Each year, ALA compiles a list of books which were challenged, but not necessarily banned, in libraries. If you want more information about what books have been the most challenged in the past year and in the last hundred years, visit this ALA Web Page and research for yourself.
Why not call it "Challenged Book Week?" I'll quote ALA:
Each year, the American Library Association (ALA) is asked why the week is called “Banned Books Week” instead of “Challenged Books Week,” since the majority of the books featured during the week are not banned, but “merely” challenged. There are two reasons. One, ALA does not “own” the name Banned Books Week, but is just one of several cosponsors of BBW; therefore, ALA cannot change the name without all the cosponsors agreeing to a change. Two, none want to do so, primarily because a challenge is an attempt to ban or restrict materials, based upon the objections of a person or group. A successful challenge would result in materials being banned or restricted.

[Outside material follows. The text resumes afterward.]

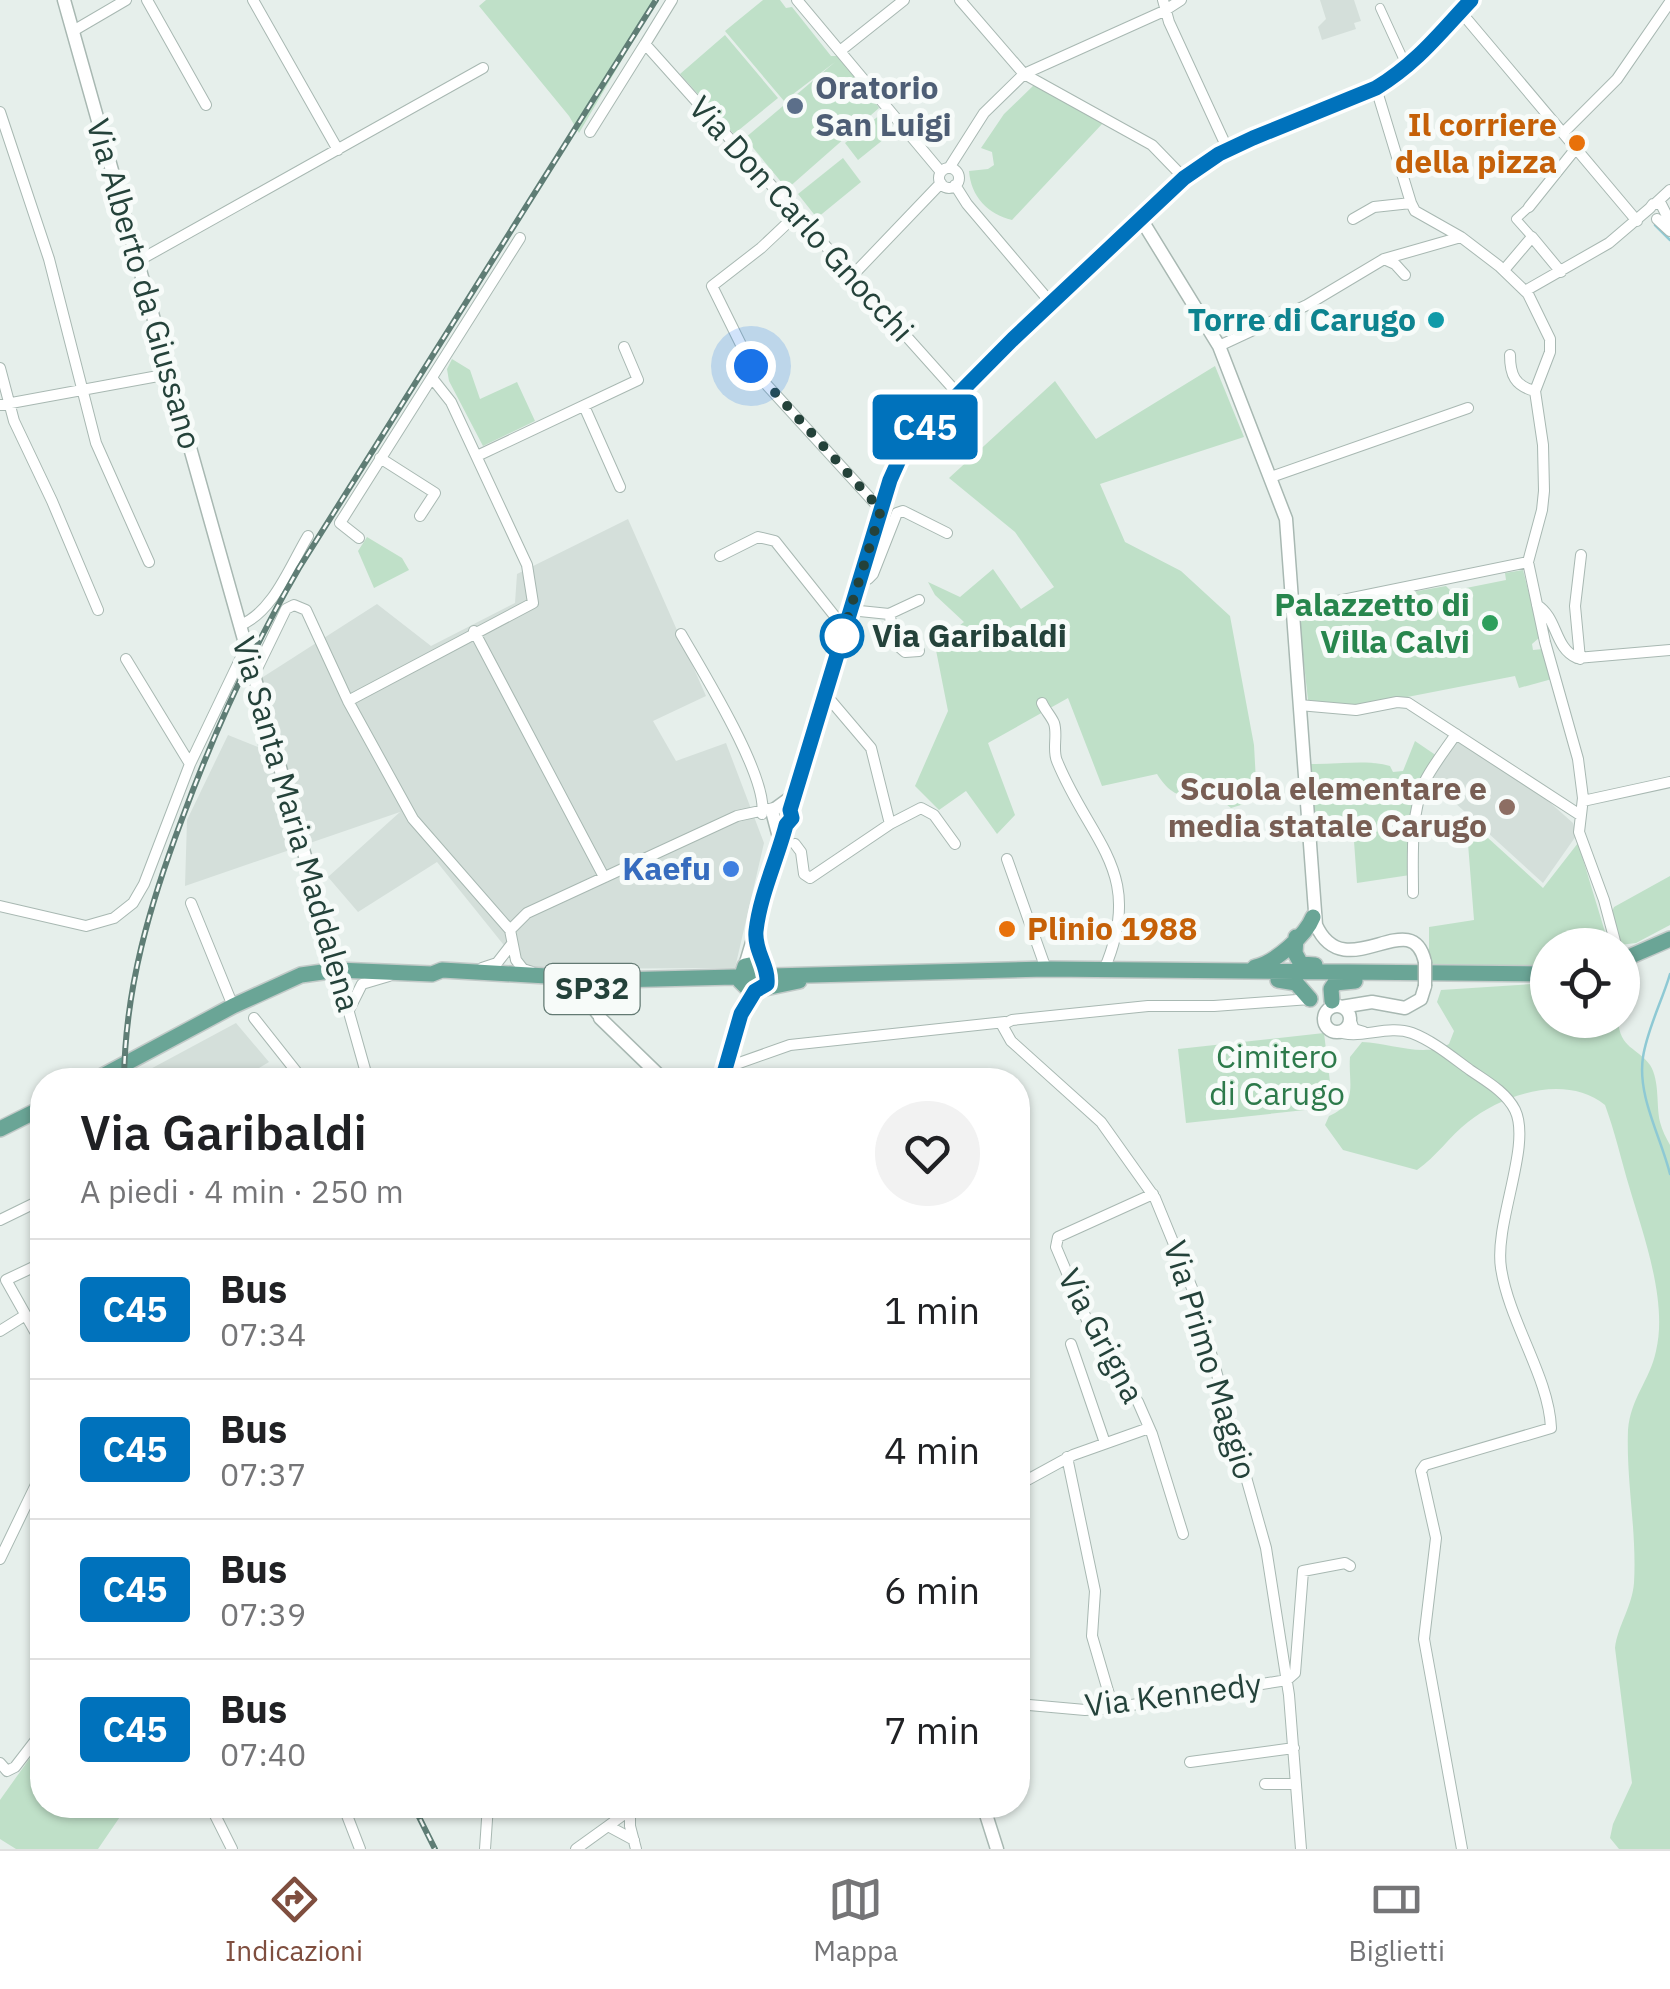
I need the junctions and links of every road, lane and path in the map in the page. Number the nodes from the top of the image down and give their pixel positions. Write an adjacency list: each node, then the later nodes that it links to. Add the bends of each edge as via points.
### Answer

This is why booksellers, libraries and publishers, and yes, writers, make such a BIG deal about this week every year. We want to make sure books are available for each individual to read and review for themselves. Some books which I find to be pure crap others find to be pearls of wisdom, etc.
This week is important to me on two levels: because I'm a librarian AND a writer. Not only that, but I write erotic romance and if anything has been subject to censorship over the years, it's been sexuality. Now, I am not about to give my books to anyone under the age of 18 to read, that's not my point. My point is that it is up to the individual - or if an individual is under 18 it is up to the parent - what they read. No one should tell me I can't read a certain book and a parent should only decide for his/her own children not for other people's children. Bear in mind, I am speaking from the perspective of a librarian working in a public library. The rules are different for school libraries, because those librarians stand in loco parentis so their responsibilities are different than mine.
I've included pictures of the banned books display I put together for my library this year. I received a bird cage on loan and I caged some books. The slogan I created for this display was: "No matter how attractive or comfortable it is, a cage is STILL a cage. Uncage your mind. Read Banned Books." Many people are surprised when they discover the Holy Bible has been challenged in libraries but it has. Even the Merriam-Webster Collegiate Dictionary has been challenged.